(Data extracted from a collection)
<<<<

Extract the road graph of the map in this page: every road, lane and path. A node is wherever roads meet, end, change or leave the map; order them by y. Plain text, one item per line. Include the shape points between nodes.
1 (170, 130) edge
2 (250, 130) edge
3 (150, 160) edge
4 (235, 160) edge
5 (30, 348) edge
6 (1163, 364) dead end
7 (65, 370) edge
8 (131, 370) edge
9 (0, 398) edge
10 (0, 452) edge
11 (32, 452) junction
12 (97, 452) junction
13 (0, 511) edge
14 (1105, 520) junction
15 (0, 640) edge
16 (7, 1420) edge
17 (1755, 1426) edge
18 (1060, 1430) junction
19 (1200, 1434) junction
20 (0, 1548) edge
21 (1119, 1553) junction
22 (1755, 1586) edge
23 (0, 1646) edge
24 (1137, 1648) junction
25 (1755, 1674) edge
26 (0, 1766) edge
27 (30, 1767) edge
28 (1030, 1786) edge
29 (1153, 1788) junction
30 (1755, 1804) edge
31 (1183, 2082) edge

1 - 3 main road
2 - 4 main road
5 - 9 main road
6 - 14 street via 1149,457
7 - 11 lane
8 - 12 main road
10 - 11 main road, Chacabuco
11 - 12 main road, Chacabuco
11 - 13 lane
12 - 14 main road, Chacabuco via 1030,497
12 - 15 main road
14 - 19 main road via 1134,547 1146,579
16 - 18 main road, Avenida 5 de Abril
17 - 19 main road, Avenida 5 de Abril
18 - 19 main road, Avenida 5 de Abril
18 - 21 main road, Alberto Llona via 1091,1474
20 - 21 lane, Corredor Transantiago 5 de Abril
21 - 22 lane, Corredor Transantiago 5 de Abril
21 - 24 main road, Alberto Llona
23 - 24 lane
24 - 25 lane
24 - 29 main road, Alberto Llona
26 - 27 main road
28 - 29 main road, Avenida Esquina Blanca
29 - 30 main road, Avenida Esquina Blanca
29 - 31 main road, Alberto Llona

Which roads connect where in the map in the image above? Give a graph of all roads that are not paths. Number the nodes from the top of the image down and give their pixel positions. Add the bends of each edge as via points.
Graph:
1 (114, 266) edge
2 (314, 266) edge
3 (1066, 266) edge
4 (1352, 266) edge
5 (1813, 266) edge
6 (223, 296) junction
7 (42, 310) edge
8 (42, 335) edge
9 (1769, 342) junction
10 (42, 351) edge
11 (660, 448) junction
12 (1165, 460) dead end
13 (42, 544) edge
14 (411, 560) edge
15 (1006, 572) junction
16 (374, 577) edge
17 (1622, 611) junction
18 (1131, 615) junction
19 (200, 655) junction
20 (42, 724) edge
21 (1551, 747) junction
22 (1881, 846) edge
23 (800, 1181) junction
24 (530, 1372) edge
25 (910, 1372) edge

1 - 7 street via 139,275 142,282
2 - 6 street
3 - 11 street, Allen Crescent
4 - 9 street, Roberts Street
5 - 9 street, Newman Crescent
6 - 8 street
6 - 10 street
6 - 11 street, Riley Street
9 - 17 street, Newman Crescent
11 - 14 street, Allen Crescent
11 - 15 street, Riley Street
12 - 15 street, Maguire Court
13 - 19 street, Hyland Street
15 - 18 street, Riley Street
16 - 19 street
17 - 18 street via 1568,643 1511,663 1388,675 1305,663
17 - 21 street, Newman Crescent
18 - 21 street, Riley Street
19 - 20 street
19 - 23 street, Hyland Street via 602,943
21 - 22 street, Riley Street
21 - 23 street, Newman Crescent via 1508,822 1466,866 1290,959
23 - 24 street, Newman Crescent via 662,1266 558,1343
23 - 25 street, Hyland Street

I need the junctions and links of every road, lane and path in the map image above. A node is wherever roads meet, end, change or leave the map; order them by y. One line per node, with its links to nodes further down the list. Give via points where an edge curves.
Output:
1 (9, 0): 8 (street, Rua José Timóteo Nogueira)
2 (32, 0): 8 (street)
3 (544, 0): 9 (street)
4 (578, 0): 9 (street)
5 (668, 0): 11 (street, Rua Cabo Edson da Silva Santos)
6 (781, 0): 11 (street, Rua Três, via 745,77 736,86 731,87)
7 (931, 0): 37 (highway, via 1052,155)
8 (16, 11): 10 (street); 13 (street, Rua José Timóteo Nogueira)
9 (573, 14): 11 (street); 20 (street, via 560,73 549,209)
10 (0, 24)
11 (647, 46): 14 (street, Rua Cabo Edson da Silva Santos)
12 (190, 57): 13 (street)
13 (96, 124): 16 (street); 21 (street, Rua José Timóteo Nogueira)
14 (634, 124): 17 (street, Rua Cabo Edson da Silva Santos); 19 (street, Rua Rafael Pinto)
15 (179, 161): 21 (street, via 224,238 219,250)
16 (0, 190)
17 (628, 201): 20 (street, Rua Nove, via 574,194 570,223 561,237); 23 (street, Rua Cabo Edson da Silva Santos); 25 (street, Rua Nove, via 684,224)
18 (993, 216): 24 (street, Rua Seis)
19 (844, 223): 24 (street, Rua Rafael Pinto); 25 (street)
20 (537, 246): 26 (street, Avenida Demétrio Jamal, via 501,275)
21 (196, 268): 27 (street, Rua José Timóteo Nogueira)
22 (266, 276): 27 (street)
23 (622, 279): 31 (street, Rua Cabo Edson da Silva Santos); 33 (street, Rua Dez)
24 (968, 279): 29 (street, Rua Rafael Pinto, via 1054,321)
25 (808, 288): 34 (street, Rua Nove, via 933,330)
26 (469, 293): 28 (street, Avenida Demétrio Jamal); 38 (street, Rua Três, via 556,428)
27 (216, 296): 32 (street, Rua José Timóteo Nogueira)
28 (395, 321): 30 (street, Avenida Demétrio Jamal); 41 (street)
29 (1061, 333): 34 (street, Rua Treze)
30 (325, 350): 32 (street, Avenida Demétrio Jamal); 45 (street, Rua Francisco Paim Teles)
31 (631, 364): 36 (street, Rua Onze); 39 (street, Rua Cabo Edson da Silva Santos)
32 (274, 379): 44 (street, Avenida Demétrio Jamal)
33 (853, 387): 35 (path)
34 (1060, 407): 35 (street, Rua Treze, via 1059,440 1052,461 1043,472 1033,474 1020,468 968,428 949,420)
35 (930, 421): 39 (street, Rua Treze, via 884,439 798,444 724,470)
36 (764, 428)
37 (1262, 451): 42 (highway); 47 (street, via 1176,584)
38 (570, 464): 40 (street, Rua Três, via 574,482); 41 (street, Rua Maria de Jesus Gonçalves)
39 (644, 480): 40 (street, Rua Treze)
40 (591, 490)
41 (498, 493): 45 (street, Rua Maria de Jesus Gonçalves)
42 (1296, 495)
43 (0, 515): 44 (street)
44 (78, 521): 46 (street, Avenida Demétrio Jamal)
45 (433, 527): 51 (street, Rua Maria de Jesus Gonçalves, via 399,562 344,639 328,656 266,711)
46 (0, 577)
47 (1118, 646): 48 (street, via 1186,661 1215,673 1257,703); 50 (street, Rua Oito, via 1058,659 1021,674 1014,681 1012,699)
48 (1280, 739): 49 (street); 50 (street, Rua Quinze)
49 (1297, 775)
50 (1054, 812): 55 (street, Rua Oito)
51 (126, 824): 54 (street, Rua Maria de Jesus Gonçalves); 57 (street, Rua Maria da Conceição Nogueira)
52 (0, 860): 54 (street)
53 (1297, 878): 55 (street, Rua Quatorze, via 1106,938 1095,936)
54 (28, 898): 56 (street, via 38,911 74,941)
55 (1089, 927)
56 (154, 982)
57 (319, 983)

>>>>

▶ **WHAT THE TASK REQUIRES**: Reproduce each entry from the records above, character for character.

▶ **ANSWER TO THIS TASK**:
Extract the road graph of the map in this page: every road, lane and path. A node is wherever roads meet, end, change or leave the map; order them by y. Plain text, one item per line. Include the shape points between nodes.
1 (170, 130) edge
2 (250, 130) edge
3 (150, 160) edge
4 (235, 160) edge
5 (30, 348) edge
6 (1163, 364) dead end
7 (65, 370) edge
8 (131, 370) edge
9 (0, 398) edge
10 (0, 452) edge
11 (32, 452) junction
12 (97, 452) junction
13 (0, 511) edge
14 (1105, 520) junction
15 (0, 640) edge
16 (7, 1420) edge
17 (1755, 1426) edge
18 (1060, 1430) junction
19 (1200, 1434) junction
20 (0, 1548) edge
21 (1119, 1553) junction
22 (1755, 1586) edge
23 (0, 1646) edge
24 (1137, 1648) junction
25 (1755, 1674) edge
26 (0, 1766) edge
27 (30, 1767) edge
28 (1030, 1786) edge
29 (1153, 1788) junction
30 (1755, 1804) edge
31 (1183, 2082) edge

1 - 3 main road
2 - 4 main road
5 - 9 main road
6 - 14 street via 1149,457
7 - 11 lane
8 - 12 main road
10 - 11 main road, Chacabuco
11 - 12 main road, Chacabuco
11 - 13 lane
12 - 14 main road, Chacabuco via 1030,497
12 - 15 main road
14 - 19 main road via 1134,547 1146,579
16 - 18 main road, Avenida 5 de Abril
17 - 19 main road, Avenida 5 de Abril
18 - 19 main road, Avenida 5 de Abril
18 - 21 main road, Alberto Llona via 1091,1474
20 - 21 lane, Corredor Transantiago 5 de Abril
21 - 22 lane, Corredor Transantiago 5 de Abril
21 - 24 main road, Alberto Llona
23 - 24 lane
24 - 25 lane
24 - 29 main road, Alberto Llona
26 - 27 main road
28 - 29 main road, Avenida Esquina Blanca
29 - 30 main road, Avenida Esquina Blanca
29 - 31 main road, Alberto Llona

Which roads connect where in the map in the image above? Give a graph of all roads that are not paths. Number the nodes from the top of the image down and give their pixel positions. Add the bends of each edge as via points.
Graph:
1 (114, 266) edge
2 (314, 266) edge
3 (1066, 266) edge
4 (1352, 266) edge
5 (1813, 266) edge
6 (223, 296) junction
7 (42, 310) edge
8 (42, 335) edge
9 (1769, 342) junction
10 (42, 351) edge
11 (660, 448) junction
12 (1165, 460) dead end
13 (42, 544) edge
14 (411, 560) edge
15 (1006, 572) junction
16 (374, 577) edge
17 (1622, 611) junction
18 (1131, 615) junction
19 (200, 655) junction
20 (42, 724) edge
21 (1551, 747) junction
22 (1881, 846) edge
23 (800, 1181) junction
24 (530, 1372) edge
25 (910, 1372) edge

1 - 7 street via 139,275 142,282
2 - 6 street
3 - 11 street, Allen Crescent
4 - 9 street, Roberts Street
5 - 9 street, Newman Crescent
6 - 8 street
6 - 10 street
6 - 11 street, Riley Street
9 - 17 street, Newman Crescent
11 - 14 street, Allen Crescent
11 - 15 street, Riley Street
12 - 15 street, Maguire Court
13 - 19 street, Hyland Street
15 - 18 street, Riley Street
16 - 19 street
17 - 18 street via 1568,643 1511,663 1388,675 1305,663
17 - 21 street, Newman Crescent
18 - 21 street, Riley Street
19 - 20 street
19 - 23 street, Hyland Street via 602,943
21 - 22 street, Riley Street
21 - 23 street, Newman Crescent via 1508,822 1466,866 1290,959
23 - 24 street, Newman Crescent via 662,1266 558,1343
23 - 25 street, Hyland Street

I need the junctions and links of every road, lane and path in the map image above. A node is wherever roads meet, end, change or leave the map; order them by y. One line per node, with its links to nodes further down the list. Give via points where an edge curves.
Output:
1 (9, 0): 8 (street, Rua José Timóteo Nogueira)
2 (32, 0): 8 (street)
3 (544, 0): 9 (street)
4 (578, 0): 9 (street)
5 (668, 0): 11 (street, Rua Cabo Edson da Silva Santos)
6 (781, 0): 11 (street, Rua Três, via 745,77 736,86 731,87)
7 (931, 0): 37 (highway, via 1052,155)
8 (16, 11): 10 (street); 13 (street, Rua José Timóteo Nogueira)
9 (573, 14): 11 (street); 20 (street, via 560,73 549,209)
10 (0, 24)
11 (647, 46): 14 (street, Rua Cabo Edson da Silva Santos)
12 (190, 57): 13 (street)
13 (96, 124): 16 (street); 21 (street, Rua José Timóteo Nogueira)
14 (634, 124): 17 (street, Rua Cabo Edson da Silva Santos); 19 (street, Rua Rafael Pinto)
15 (179, 161): 21 (street, via 224,238 219,250)
16 (0, 190)
17 (628, 201): 20 (street, Rua Nove, via 574,194 570,223 561,237); 23 (street, Rua Cabo Edson da Silva Santos); 25 (street, Rua Nove, via 684,224)
18 (993, 216): 24 (street, Rua Seis)
19 (844, 223): 24 (street, Rua Rafael Pinto); 25 (street)
20 (537, 246): 26 (street, Avenida Demétrio Jamal, via 501,275)
21 (196, 268): 27 (street, Rua José Timóteo Nogueira)
22 (266, 276): 27 (street)
23 (622, 279): 31 (street, Rua Cabo Edson da Silva Santos); 33 (street, Rua Dez)
24 (968, 279): 29 (street, Rua Rafael Pinto, via 1054,321)
25 (808, 288): 34 (street, Rua Nove, via 933,330)
26 (469, 293): 28 (street, Avenida Demétrio Jamal); 38 (street, Rua Três, via 556,428)
27 (216, 296): 32 (street, Rua José Timóteo Nogueira)
28 (395, 321): 30 (street, Avenida Demétrio Jamal); 41 (street)
29 (1061, 333): 34 (street, Rua Treze)
30 (325, 350): 32 (street, Avenida Demétrio Jamal); 45 (street, Rua Francisco Paim Teles)
31 (631, 364): 36 (street, Rua Onze); 39 (street, Rua Cabo Edson da Silva Santos)
32 (274, 379): 44 (street, Avenida Demétrio Jamal)
33 (853, 387): 35 (path)
34 (1060, 407): 35 (street, Rua Treze, via 1059,440 1052,461 1043,472 1033,474 1020,468 968,428 949,420)
35 (930, 421): 39 (street, Rua Treze, via 884,439 798,444 724,470)
36 (764, 428)
37 (1262, 451): 42 (highway); 47 (street, via 1176,584)
38 (570, 464): 40 (street, Rua Três, via 574,482); 41 (street, Rua Maria de Jesus Gonçalves)
39 (644, 480): 40 (street, Rua Treze)
40 (591, 490)
41 (498, 493): 45 (street, Rua Maria de Jesus Gonçalves)
42 (1296, 495)
43 (0, 515): 44 (street)
44 (78, 521): 46 (street, Avenida Demétrio Jamal)
45 (433, 527): 51 (street, Rua Maria de Jesus Gonçalves, via 399,562 344,639 328,656 266,711)
46 (0, 577)
47 (1118, 646): 48 (street, via 1186,661 1215,673 1257,703); 50 (street, Rua Oito, via 1058,659 1021,674 1014,681 1012,699)
48 (1280, 739): 49 (street); 50 (street, Rua Quinze)
49 (1297, 775)
50 (1054, 812): 55 (street, Rua Oito)
51 (126, 824): 54 (street, Rua Maria de Jesus Gonçalves); 57 (street, Rua Maria da Conceição Nogueira)
52 (0, 860): 54 (street)
53 (1297, 878): 55 (street, Rua Quatorze, via 1106,938 1095,936)
54 (28, 898): 56 (street, via 38,911 74,941)
55 (1089, 927)
56 (154, 982)
57 (319, 983)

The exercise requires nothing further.